Jonathan Turley writes about an interesting development in South Florida where a
prosecutor defense attorney in a purely local car robbery case in which phone records that he needed had disappeared suddenly realized that the NSA had the data and now he wants them to share it.
I was interviewed yesterday in an extraordinary case out of South Florida where Attorney Marshall Dore Louis faced a problem that phone records material to his defense of a car robbery suspect have disappeared. Accordingly, he is seeking the records from one resource that has stored every call from every citizen: the National Security Agency (NSA). After all, the Administration has admitted the existence of the storage and program. After that, Dore is arguing that it is just another government agency with material evidence. Indeed, the NSA wanted a complete record of all calls to store and it is now being called upon to hand over material evidence in its possession. [My italics-MS]

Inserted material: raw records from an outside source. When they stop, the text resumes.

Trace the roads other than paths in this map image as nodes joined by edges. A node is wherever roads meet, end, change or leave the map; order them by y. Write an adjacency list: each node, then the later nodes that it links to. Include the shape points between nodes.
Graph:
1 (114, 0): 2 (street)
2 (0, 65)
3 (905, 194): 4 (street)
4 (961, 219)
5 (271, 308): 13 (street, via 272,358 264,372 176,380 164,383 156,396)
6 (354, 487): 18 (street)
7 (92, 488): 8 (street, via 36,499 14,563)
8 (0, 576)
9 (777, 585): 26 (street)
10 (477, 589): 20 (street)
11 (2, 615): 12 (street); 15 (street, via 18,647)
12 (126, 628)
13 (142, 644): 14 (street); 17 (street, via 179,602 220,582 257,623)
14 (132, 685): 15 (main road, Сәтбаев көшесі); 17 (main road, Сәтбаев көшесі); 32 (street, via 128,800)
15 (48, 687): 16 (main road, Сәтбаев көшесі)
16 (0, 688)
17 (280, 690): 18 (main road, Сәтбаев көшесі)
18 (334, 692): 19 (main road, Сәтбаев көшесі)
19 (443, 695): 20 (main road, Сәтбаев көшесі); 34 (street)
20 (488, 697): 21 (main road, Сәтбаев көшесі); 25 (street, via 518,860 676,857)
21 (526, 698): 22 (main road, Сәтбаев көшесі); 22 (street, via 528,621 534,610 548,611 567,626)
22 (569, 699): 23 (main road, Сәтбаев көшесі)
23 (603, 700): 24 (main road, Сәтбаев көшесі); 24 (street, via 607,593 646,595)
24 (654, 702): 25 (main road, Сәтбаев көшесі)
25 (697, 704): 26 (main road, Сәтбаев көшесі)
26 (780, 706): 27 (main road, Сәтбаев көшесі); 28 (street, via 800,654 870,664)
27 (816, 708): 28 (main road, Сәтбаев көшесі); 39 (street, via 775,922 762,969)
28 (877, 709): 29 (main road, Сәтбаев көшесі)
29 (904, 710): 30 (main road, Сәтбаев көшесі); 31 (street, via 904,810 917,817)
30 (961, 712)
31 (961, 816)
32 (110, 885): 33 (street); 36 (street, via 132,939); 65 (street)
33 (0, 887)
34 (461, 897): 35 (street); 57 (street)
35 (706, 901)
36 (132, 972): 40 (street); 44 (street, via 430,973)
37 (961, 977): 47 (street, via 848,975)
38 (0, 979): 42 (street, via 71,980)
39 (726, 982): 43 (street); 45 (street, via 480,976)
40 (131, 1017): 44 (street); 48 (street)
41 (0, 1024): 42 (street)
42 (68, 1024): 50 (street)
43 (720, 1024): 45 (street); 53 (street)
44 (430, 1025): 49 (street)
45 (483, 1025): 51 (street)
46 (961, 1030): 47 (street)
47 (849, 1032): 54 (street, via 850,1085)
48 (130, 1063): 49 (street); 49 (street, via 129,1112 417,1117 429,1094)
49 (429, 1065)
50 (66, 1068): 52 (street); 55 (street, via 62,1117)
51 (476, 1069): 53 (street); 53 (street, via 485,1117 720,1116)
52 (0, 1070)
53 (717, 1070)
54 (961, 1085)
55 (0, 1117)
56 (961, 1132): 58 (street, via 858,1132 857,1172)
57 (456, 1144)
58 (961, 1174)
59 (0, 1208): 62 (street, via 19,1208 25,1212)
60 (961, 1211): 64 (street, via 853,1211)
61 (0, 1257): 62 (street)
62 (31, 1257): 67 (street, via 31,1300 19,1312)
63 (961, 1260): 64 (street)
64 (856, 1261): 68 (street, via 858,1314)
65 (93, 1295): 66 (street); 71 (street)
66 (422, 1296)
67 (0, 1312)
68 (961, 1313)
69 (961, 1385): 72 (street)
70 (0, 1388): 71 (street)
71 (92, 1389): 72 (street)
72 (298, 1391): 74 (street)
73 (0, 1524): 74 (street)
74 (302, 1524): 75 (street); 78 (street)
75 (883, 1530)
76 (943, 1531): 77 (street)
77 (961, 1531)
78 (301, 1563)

Clearly, NSA views this program as a one way street and will not yield willingly to being a resource of litigators. The interesting question will be how it now objects. In the past, the government has refused to confirm such programs but it has now done so.
This is an interesting development because the government has successfully blocked previous major civil liberties cases on the grounds that since the government refuses to say whether such programs exist, the plaintiffs cannot prove that they exist and thus cannot show that they have been harmed by them and thus have no standing to sue. That defense has now collapsed. I wonder how many cases are going to be filed again.